OpenAPI codegen feature comes with a long list of generators for client-side and server-side code, and sometimes multiple frameworks are supported for the same language (i.e. for Java, think of Spring, RestEasy, Jersey, Apache HTTP client and others). Additionally each generator is bundled with a default implementation that will generate a working version of the client or server code you need.

The default implementation is defined using Mustache templates, a logic-less templating framework used to generate output in a certain structure and format. The templates, during the transformation from the OpenAPI file to source code, define how the method signatures are created, how documentation and comments are included, which implementation (method body) is provided, etc..

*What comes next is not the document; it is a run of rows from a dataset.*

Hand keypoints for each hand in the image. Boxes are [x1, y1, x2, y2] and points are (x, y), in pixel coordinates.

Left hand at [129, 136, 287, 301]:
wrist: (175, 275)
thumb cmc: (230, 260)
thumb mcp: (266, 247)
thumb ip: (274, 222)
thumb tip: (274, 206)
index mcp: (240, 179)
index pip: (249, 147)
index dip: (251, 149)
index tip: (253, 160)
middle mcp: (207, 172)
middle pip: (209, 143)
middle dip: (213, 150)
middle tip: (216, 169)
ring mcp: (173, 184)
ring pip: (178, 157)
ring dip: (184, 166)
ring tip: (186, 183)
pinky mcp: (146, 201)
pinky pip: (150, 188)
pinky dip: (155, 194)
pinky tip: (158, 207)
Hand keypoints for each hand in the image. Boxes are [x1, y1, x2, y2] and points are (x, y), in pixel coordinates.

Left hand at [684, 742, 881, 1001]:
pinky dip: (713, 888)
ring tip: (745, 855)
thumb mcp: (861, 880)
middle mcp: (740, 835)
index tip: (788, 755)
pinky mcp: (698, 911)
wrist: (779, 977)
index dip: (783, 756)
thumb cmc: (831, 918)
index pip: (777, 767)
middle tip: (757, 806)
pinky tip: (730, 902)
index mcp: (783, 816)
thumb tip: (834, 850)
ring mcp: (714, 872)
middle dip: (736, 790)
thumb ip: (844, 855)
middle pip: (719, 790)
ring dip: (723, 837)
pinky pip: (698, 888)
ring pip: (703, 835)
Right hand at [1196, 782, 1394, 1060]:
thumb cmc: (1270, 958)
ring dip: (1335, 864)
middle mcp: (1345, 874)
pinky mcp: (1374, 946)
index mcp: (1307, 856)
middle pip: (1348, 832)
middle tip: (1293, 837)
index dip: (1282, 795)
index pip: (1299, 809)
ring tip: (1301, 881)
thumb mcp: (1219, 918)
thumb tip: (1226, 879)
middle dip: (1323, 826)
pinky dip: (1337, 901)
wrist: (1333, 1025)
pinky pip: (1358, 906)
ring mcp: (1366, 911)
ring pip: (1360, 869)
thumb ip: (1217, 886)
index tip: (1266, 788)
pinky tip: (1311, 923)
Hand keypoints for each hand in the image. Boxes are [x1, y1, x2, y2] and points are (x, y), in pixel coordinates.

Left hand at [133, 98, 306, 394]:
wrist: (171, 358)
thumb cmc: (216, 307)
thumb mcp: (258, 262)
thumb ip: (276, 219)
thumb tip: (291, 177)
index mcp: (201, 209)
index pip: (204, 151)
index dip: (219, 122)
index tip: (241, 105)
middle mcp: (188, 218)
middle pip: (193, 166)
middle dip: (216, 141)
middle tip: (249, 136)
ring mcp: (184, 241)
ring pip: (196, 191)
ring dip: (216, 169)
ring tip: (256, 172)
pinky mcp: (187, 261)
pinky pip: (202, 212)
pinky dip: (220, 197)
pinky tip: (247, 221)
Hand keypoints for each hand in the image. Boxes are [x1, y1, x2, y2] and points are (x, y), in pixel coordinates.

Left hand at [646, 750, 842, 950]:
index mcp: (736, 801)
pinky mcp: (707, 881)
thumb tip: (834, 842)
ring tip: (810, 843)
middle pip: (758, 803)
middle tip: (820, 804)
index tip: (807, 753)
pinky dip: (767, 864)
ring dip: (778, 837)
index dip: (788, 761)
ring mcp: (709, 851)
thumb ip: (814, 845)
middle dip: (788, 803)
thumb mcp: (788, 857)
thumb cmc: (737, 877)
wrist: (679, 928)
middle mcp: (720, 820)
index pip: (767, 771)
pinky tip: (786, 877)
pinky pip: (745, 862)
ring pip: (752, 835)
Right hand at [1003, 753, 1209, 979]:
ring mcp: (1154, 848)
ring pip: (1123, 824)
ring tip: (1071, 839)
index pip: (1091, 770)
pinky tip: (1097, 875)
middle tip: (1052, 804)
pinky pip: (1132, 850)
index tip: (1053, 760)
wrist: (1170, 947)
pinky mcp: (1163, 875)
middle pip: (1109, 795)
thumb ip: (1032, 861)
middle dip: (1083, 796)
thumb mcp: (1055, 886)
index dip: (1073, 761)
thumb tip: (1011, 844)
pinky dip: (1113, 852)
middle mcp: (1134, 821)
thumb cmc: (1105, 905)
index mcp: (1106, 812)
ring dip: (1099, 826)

The Mustache templates can be fetched from the OpenAPI Generator Github repository and customized to fit the organization and team needs. In the API clients we make sure certain HTTP headers are always supplied and the Adyen libraries are imported to reuse existing components.

More to do

Obviously there is more to it: next to the automated code generation, which saves lots of time and spares mistakes, there is other work to be considered. Adding unit testing is fundamental to keep the client libraries healthy and release new version with confidence. Opportunities for refactoring are endless and removing unused code is also a very important step of the process.

Conclusion

We have developed a large and deep API experience, both in the lifecycle management and in the technical implementation, that we want to share with developers and open source communities. We know that there is still room for improvement and a lot to learn, so we want to connect and engage with other API fans.